On June 9, 2024, Locklear was selected to the Mariners' 40-man roster and promoted to the major leagues. In his major-league debut that day against the Kansas City Royals, Locklear recorded his first major league hit, a double that batted in a run. His double left his bat at 100.1 mph and flew 380 feet. Locklear became the first Mariner making his MLB debut to have a go-ahead hit in the seventh inning or later since Mike Wilson on May 10, 2011. Locklear scored his first MLB run on the next play, a single by Josh Rojas. On June 13, Locklear hit his first major league home run off Garrett Crochet of the Chicago White Sox.

Locklear was optioned back to Tacoma on June 24, as Jorge Polanco came off the injured list. Locklear spent another week with the Mariners, being recalled on July 23 as Ty France was designated for assignment before returning to Tacoma on July 30 after the Mariners traded for fellow right-handed first baseman Justin Turner. In 16 games with the Mariners in 2023, Locklear hit .156/.224/.311 with one double and two home runs while striking out in 40 percent of his plate appearances. He was more productive in the minors, batting .272/.382/.468 with 16 home runs and 9 stolen bases in 112 games with Tacoma and Arkansas.
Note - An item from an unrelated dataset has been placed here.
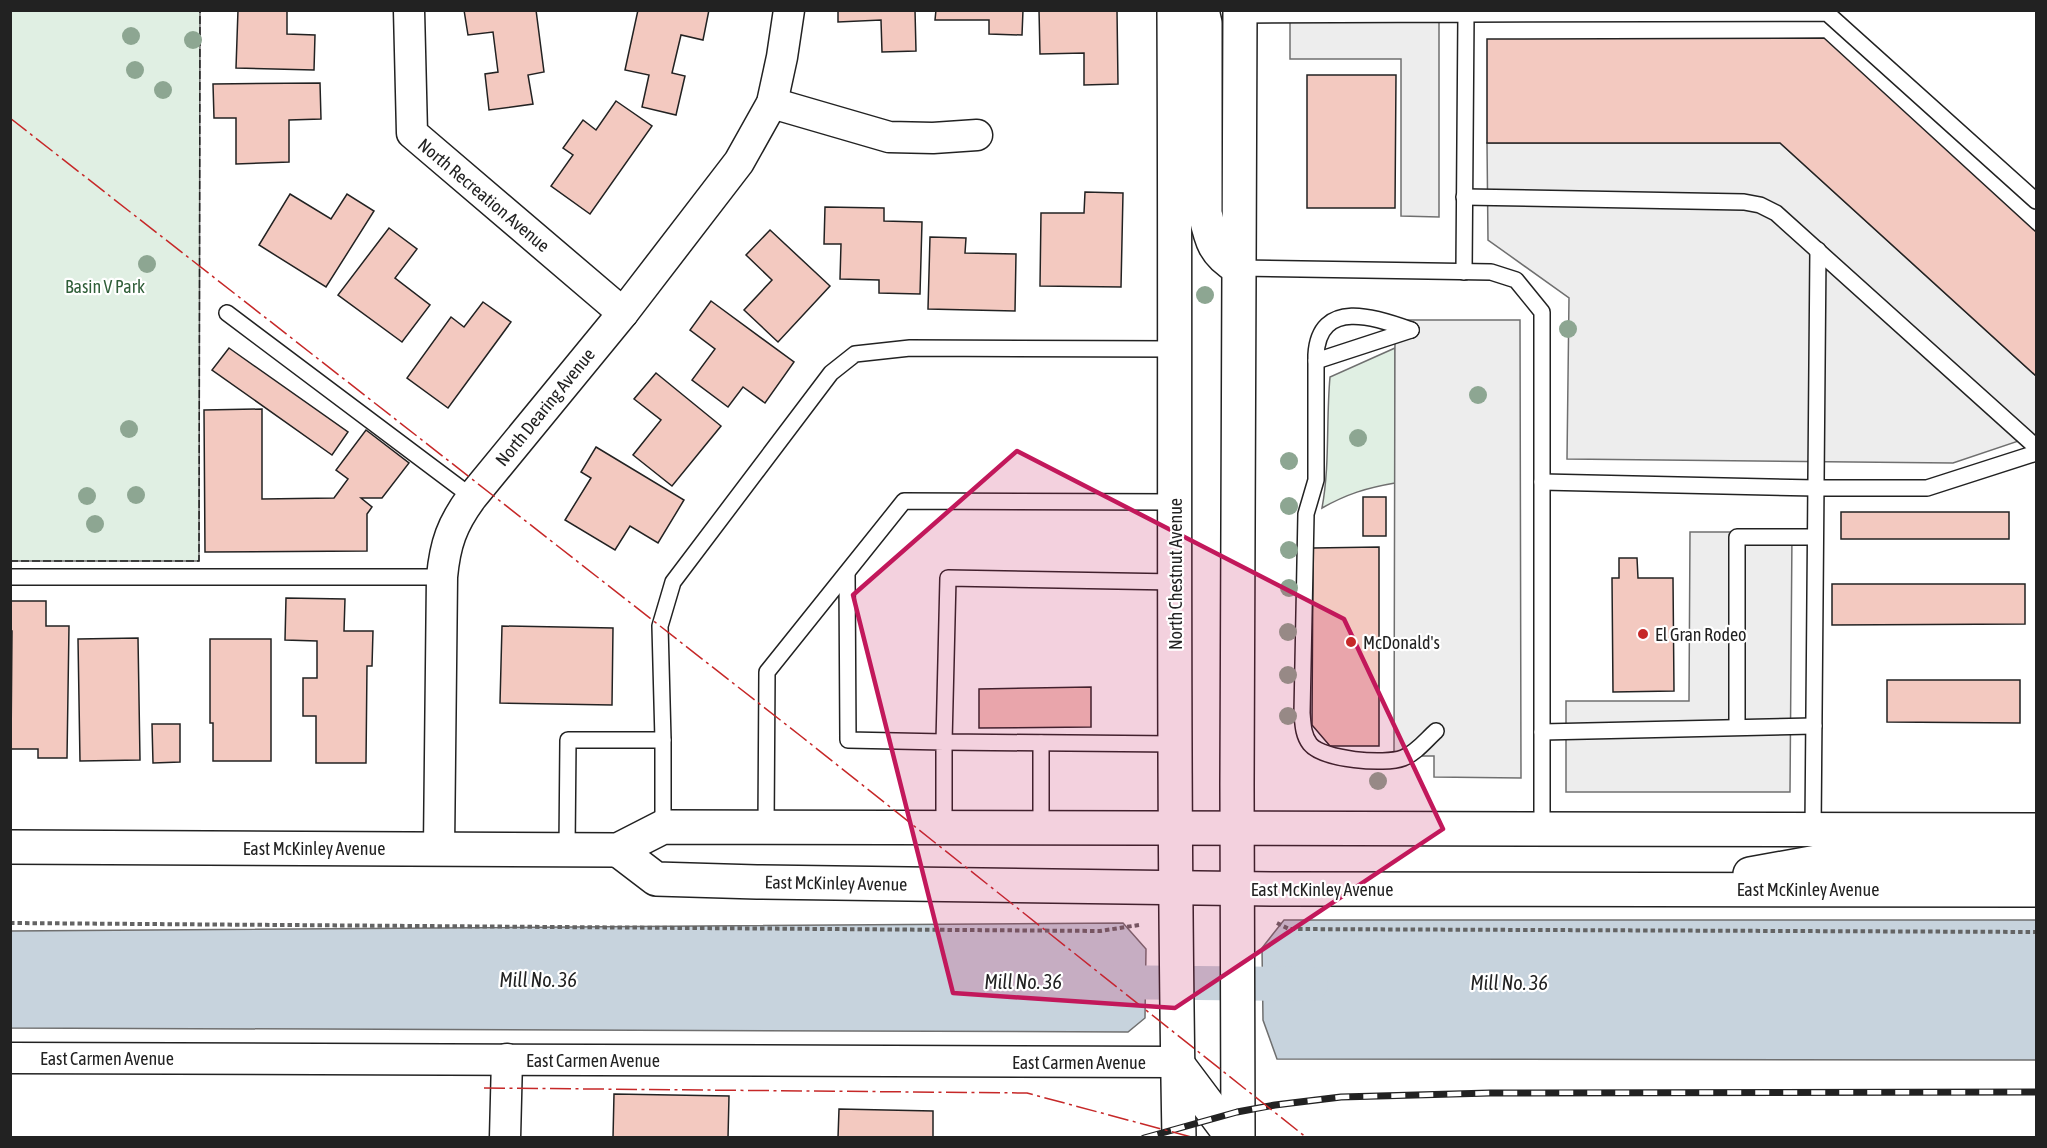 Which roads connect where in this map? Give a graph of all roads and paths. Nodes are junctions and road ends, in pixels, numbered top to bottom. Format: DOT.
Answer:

Locklear was optioned to Triple-A Tacoma to begin the 2025 season, where he slashed .316/.401/.542 with 19 home runs, 82 RBI, and 18 stolen bases across 98 games.

===Arizona Diamondbacks (2025)===
On July 31, 2025, the Mariners traded Locklear, Juan Burgos, and Hunter Cranton to the Arizona Diamondbacks in exchange for Eugenio Suárez. In 31 appearances for the Diamondbacks, he batted .175/.267/.262 with three home runs, six RBI, and three stolen bases. On October 3, it was announced that Locklear would require surgeries to repair a ligament tear in his elbow and a labrum injury in his shoulder.

== Personal life ==
Locklear's father Todd Locklear played college baseball at St. Andrews College. Locklear's uncle Jeff Locklear pitched in the minor leagues in the San Francisco Giants and Colorado Rockies systems from 1991 to 1995, reaching as high as High-A. His cousin Gavin Locklear played wide receiver for the NC State Wolfpack, where he is currently a coach.

Locklear is a member of the Lumbee Tribe of North Carolina.